WORK TO BE COMPLETED: Count every line below that contains "Write", then give that count and nothing else.
*** MATERIAL SUPPLIED ***
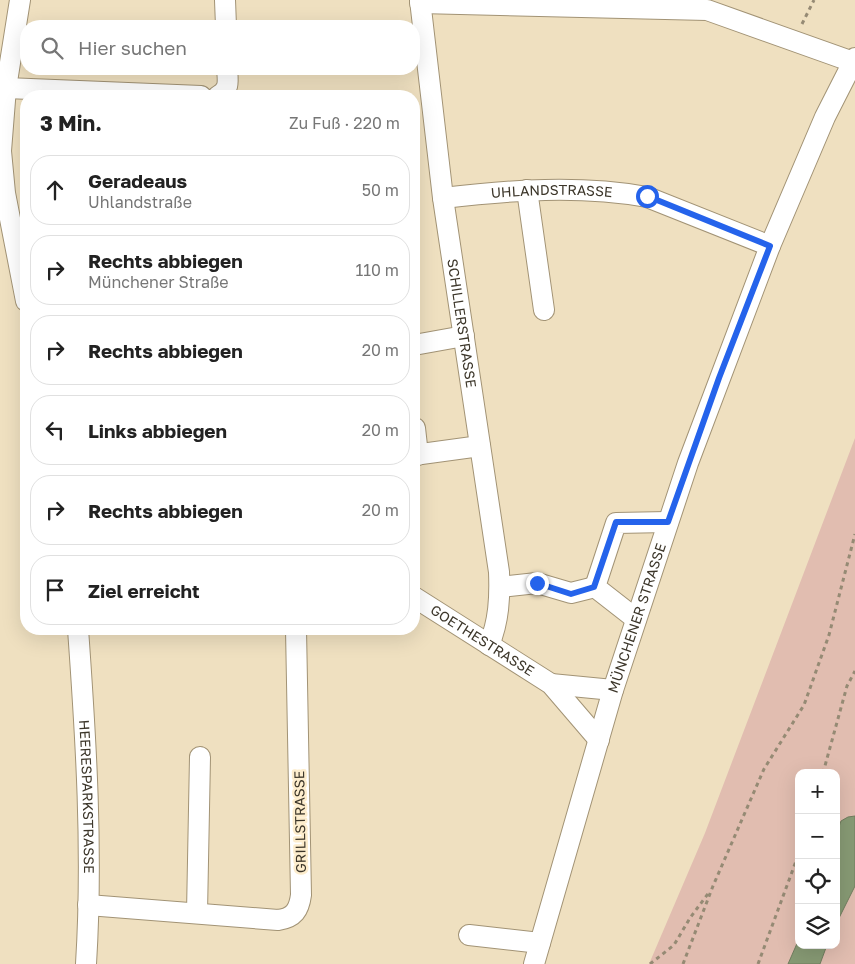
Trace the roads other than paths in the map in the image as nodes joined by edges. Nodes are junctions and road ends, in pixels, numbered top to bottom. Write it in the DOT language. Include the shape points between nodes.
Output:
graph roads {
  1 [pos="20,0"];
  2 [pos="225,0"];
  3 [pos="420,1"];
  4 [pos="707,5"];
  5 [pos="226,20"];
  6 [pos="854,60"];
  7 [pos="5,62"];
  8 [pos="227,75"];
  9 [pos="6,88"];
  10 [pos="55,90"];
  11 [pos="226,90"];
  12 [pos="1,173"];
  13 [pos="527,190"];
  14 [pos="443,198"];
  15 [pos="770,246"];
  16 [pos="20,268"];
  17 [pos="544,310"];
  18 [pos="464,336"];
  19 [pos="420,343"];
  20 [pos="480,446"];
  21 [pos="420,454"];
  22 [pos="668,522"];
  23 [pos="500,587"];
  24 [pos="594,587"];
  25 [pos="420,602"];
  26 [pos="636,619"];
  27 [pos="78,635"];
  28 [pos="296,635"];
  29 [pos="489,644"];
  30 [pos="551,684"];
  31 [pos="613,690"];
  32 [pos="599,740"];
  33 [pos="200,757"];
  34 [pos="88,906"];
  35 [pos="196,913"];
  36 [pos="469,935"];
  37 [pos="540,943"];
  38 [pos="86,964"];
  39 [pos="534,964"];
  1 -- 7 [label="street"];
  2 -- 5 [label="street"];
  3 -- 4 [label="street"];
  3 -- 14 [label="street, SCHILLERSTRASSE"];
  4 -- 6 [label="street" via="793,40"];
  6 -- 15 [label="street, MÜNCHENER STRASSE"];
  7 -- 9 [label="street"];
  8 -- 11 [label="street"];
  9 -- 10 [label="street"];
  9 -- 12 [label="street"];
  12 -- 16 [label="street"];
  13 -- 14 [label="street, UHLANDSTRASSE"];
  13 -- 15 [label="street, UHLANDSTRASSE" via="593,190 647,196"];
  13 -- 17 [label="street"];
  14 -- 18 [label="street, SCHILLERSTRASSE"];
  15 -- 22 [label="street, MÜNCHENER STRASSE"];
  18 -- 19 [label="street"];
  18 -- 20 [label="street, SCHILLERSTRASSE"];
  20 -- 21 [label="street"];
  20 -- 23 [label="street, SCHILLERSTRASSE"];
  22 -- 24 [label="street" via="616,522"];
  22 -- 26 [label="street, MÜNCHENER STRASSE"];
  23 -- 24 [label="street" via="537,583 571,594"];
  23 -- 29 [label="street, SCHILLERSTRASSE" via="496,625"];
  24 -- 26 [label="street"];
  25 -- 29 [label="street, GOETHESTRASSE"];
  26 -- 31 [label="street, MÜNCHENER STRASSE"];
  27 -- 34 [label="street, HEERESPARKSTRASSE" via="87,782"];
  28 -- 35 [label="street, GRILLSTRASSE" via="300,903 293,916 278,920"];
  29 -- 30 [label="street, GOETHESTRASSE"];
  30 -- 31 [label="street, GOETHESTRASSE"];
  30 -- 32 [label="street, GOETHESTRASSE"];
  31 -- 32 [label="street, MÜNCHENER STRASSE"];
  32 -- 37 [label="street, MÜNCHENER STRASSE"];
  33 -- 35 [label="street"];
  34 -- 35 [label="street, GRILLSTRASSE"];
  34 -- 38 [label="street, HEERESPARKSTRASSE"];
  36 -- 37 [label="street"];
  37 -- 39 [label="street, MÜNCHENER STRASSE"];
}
***
*** MATERIAL SUPPLIED ***
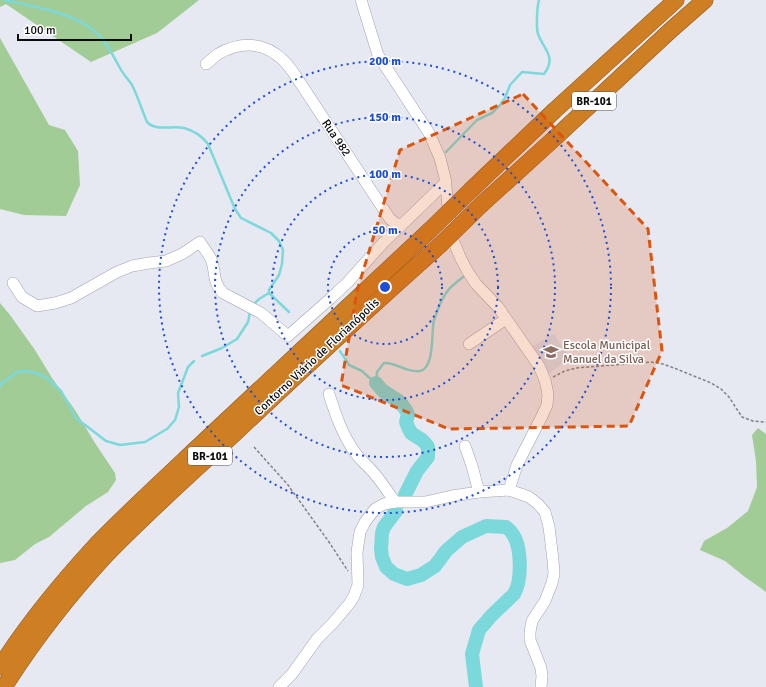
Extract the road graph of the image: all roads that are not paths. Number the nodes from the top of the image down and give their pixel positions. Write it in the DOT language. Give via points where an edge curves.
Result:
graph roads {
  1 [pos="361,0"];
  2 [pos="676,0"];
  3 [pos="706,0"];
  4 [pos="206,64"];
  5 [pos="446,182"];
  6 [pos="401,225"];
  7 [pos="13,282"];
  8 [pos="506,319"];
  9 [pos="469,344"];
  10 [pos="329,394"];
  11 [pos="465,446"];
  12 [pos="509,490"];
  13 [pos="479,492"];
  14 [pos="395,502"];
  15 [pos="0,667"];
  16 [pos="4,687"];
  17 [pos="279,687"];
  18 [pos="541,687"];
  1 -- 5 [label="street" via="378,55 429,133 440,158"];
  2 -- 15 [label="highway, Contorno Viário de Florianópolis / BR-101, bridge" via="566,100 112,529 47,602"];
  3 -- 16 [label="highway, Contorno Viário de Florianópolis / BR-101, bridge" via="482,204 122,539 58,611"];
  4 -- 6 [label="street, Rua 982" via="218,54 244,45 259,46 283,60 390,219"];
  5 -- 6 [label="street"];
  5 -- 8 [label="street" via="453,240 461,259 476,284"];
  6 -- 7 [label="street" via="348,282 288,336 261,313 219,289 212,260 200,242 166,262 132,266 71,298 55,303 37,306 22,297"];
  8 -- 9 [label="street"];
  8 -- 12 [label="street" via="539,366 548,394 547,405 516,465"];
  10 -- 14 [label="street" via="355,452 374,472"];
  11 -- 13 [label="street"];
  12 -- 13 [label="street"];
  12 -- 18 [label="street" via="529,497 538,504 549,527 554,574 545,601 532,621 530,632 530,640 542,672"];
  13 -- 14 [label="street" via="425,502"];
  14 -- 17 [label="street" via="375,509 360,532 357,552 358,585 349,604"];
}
***
*** MATERIAL SUPPLIED ***
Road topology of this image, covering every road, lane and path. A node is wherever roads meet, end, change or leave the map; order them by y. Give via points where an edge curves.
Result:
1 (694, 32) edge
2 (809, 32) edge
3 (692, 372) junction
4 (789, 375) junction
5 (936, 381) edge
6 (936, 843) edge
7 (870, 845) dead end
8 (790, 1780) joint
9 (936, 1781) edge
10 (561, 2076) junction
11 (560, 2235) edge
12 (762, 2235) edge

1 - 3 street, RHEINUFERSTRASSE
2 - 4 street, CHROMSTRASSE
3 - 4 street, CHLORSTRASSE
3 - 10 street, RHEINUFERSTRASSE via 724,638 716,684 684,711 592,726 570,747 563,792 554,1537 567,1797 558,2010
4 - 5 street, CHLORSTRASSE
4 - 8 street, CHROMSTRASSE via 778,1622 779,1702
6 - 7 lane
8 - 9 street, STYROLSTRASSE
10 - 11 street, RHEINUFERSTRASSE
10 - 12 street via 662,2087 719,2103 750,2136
***
EXERCISE SOLUTION: 2